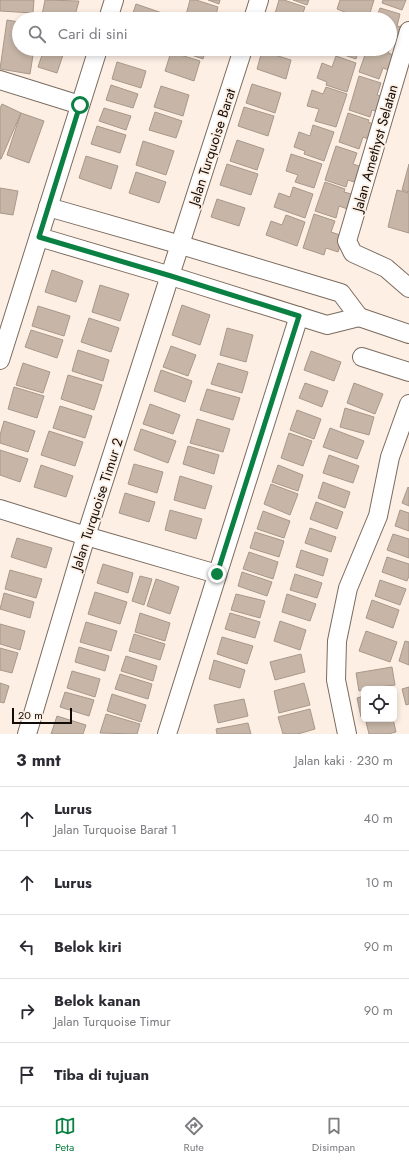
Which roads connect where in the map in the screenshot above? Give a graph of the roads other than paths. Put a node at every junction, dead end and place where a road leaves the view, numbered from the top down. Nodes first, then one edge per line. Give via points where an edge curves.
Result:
1 (114, 0) edge
2 (259, 0) edge
3 (110, 12) edge
4 (255, 12) edge
5 (409, 31) edge
6 (96, 56) edge
7 (242, 56) edge
8 (0, 80) edge
9 (80, 105) junction
10 (48, 207) junction
11 (39, 237) junction
12 (181, 245) junction
13 (171, 276) junction
14 (409, 288) edge
15 (299, 316) junction
16 (359, 317) junction
17 (409, 334) edge
18 (362, 357) dead end
19 (0, 360) edge
20 (409, 372) edge
21 (409, 404) edge
22 (0, 509) edge
23 (86, 536) junction
24 (217, 574) junction
25 (27, 734) edge
26 (167, 734) edge
27 (347, 734) edge

1 - 3 street
2 - 4 street
5 - 14 street, Jalan Amethyst Selatan via 347,241 353,253 386,268
6 - 9 street
7 - 12 street, Jalan Turquoise Barat
8 - 9 street
9 - 10 street
10 - 11 street
10 - 12 street
11 - 13 street
11 - 19 street
12 - 13 street, Jalan Turquoise Barat
12 - 16 street via 341,293
13 - 15 street
13 - 23 street, Jalan Turquoise Timur 2
15 - 16 street via 327,325
15 - 24 street
16 - 17 street
18 - 20 street
21 - 27 street via 390,457 378,516 348,588 337,641 336,680
22 - 23 street
23 - 24 street
23 - 25 street, Jalan Turquoise Timur 2
24 - 26 street

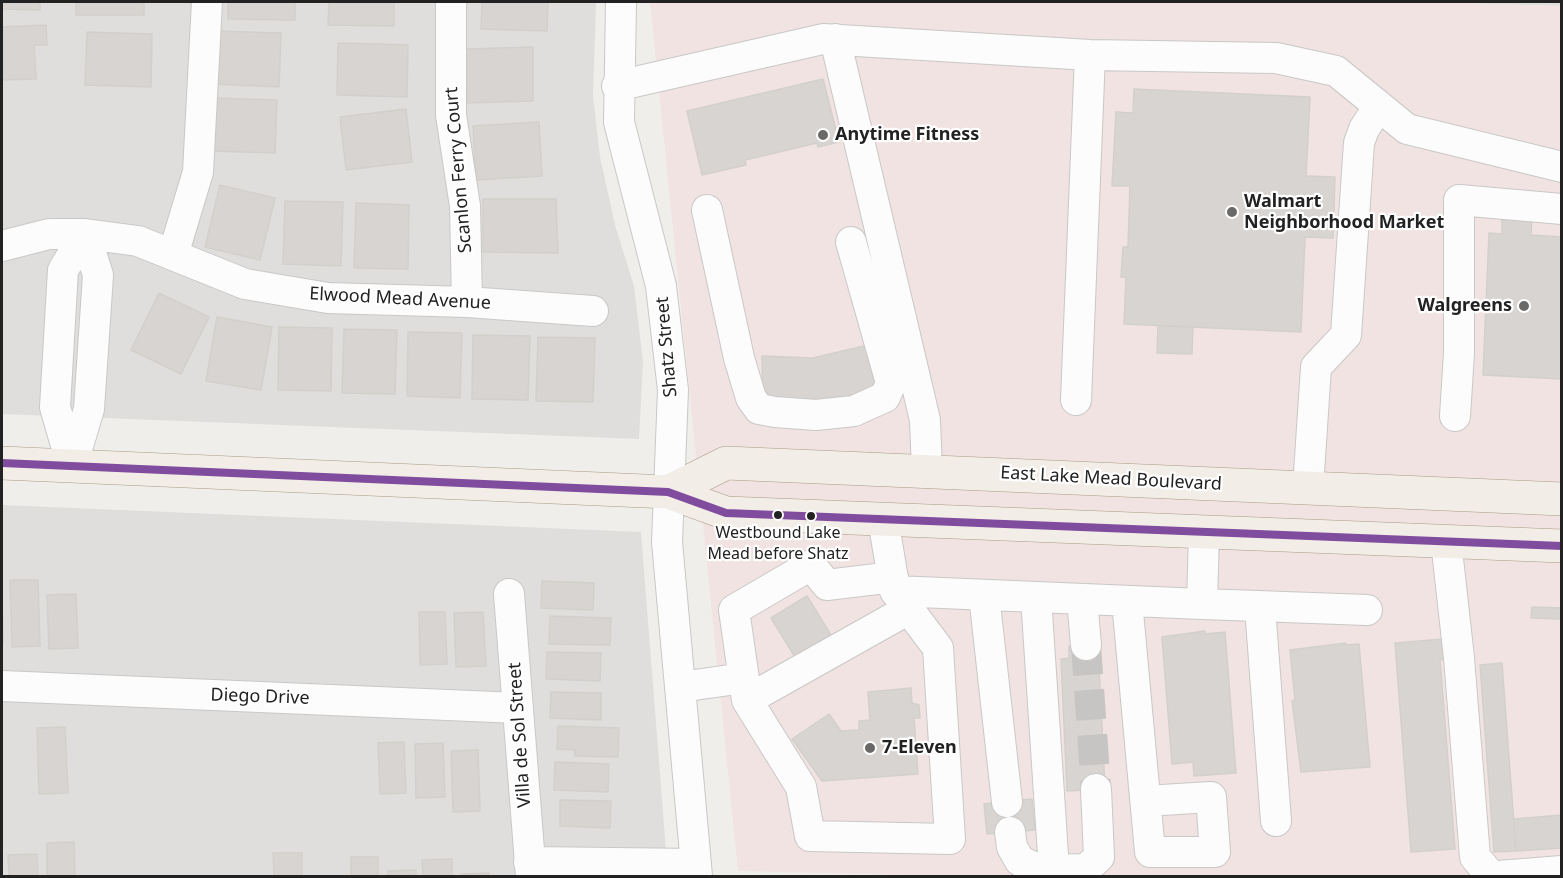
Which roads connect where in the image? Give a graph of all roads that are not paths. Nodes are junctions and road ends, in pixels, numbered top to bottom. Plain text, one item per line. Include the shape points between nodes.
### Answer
1 (207, 2) edge
2 (451, 2) edge
3 (621, 2) edge
4 (835, 39) junction
5 (1090, 55) junction
6 (618, 86) junction
7 (1379, 106) junction
8 (1562, 167) edge
9 (1562, 209) edge
10 (707, 210) dead end
11 (86, 234) junction
12 (851, 242) dead end
13 (2, 246) edge
14 (173, 255) junction
15 (61, 293) junction
16 (96, 294) junction
17 (467, 302) junction
18 (593, 311) dead end
19 (1076, 400) dead end
20 (1455, 416) dead end
21 (2, 463) edge
22 (72, 466) junction
23 (927, 471) junction
24 (1308, 488) junction
25 (668, 492) junction
26 (1562, 499) edge
27 (883, 519) junction
28 (1562, 525) edge
29 (1204, 532) junction
30 (1446, 542) junction
31 (1562, 546) edge
32 (899, 592) junction
33 (509, 594) dead end
34 (984, 595) junction
35 (1036, 597) junction
36 (1082, 599) junction
37 (1127, 601) junction
38 (1202, 604) junction
39 (1260, 607) junction
40 (1367, 610) dead end
41 (1086, 645) tunnel mouth
42 (2, 686) edge
43 (680, 687) junction
44 (746, 689) junction
45 (518, 708) junction
46 (1096, 789) tunnel mouth
47 (1146, 801) dead end
48 (1007, 802) dead end
49 (1276, 822) dead end
50 (1010, 832) dead end
51 (530, 869) edge
52 (697, 870) edge
53 (1054, 870) junction
54 (1562, 871) edge
55 (1491, 876) edge
56 (1498, 876) edge

1 - 14 street via 198,172
2 - 17 street, Scanlon Ferry Court via 451,115 465,206
3 - 6 street, Shatz Street
4 - 5 street
4 - 6 street
4 - 23 street via 925,420
5 - 7 street via 1276,58 1336,71
5 - 19 street
6 - 25 street, Shatz Street via 619,122 661,286 673,390
7 - 8 street via 1407,129
7 - 24 street via 1359,143 1346,335 1316,367
9 - 20 street via 1459,200
10 - 12 street via 739,358 751,398 759,409 816,415 854,411 885,398 891,383
11 - 13 street, Elwood Mead Avenue via 49,234
11 - 14 street, Elwood Mead Avenue via 138,241
11 - 15 street via 63,270
11 - 16 street via 98,275
14 - 17 street, Elwood Mead Avenue via 245,284 328,298
15 - 16 street
15 - 22 street via 55,407
16 - 22 street via 89,408
17 - 18 street, Elwood Mead Avenue
21 - 22 main road, East Lake Mead Boulevard
22 - 25 main road, East Lake Mead Boulevard
23 - 24 main road, East Lake Mead Boulevard
23 - 25 main road, East Lake Mead Boulevard via 726,463
24 - 26 main road, East Lake Mead Boulevard
24 - 29 main road via 1289,506 1268,513 1215,516
25 - 27 main road, East Lake Mead Boulevard via 726,513
25 - 43 street, Shatz Street via 667,542
27 - 29 main road, East Lake Mead Boulevard
27 - 32 street
28 - 30 main road via 1469,525
29 - 30 main road, East Lake Mead Boulevard
29 - 38 street
30 - 31 main road, East Lake Mead Boulevard
30 - 55 street via 1475,857
32 - 34 street
32 - 44 street
32 - 44 street via 827,585 811,565 734,610
32 - 44 street via 938,648 950,839 810,836 801,787
33 - 45 street, Villa de Sol Street
34 - 35 street
34 - 48 street
35 - 36 street
35 - 53 street
36 - 37 street
36 - 41 street
37 - 38 street
37 - 47 street
38 - 39 street
39 - 40 street
39 - 49 street
42 - 45 street, Diego Drive
43 - 44 street
43 - 52 street, Shatz Street
45 - 51 street, Villa de Sol Street
46 - 53 street via 1100,857 1086,869
50 - 53 street via 1020,861 1041,870
51 - 52 street
54 - 56 street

- - - -

— What is expected —
Go through the material and report each line that holds the string "Avenue".

— Response area —
11 - 13 street, Elwood Mead Avenue via 49,234
11 - 14 street, Elwood Mead Avenue via 138,241
14 - 17 street, Elwood Mead Avenue via 245,284 328,298
17 - 18 street, Elwood Mead Avenue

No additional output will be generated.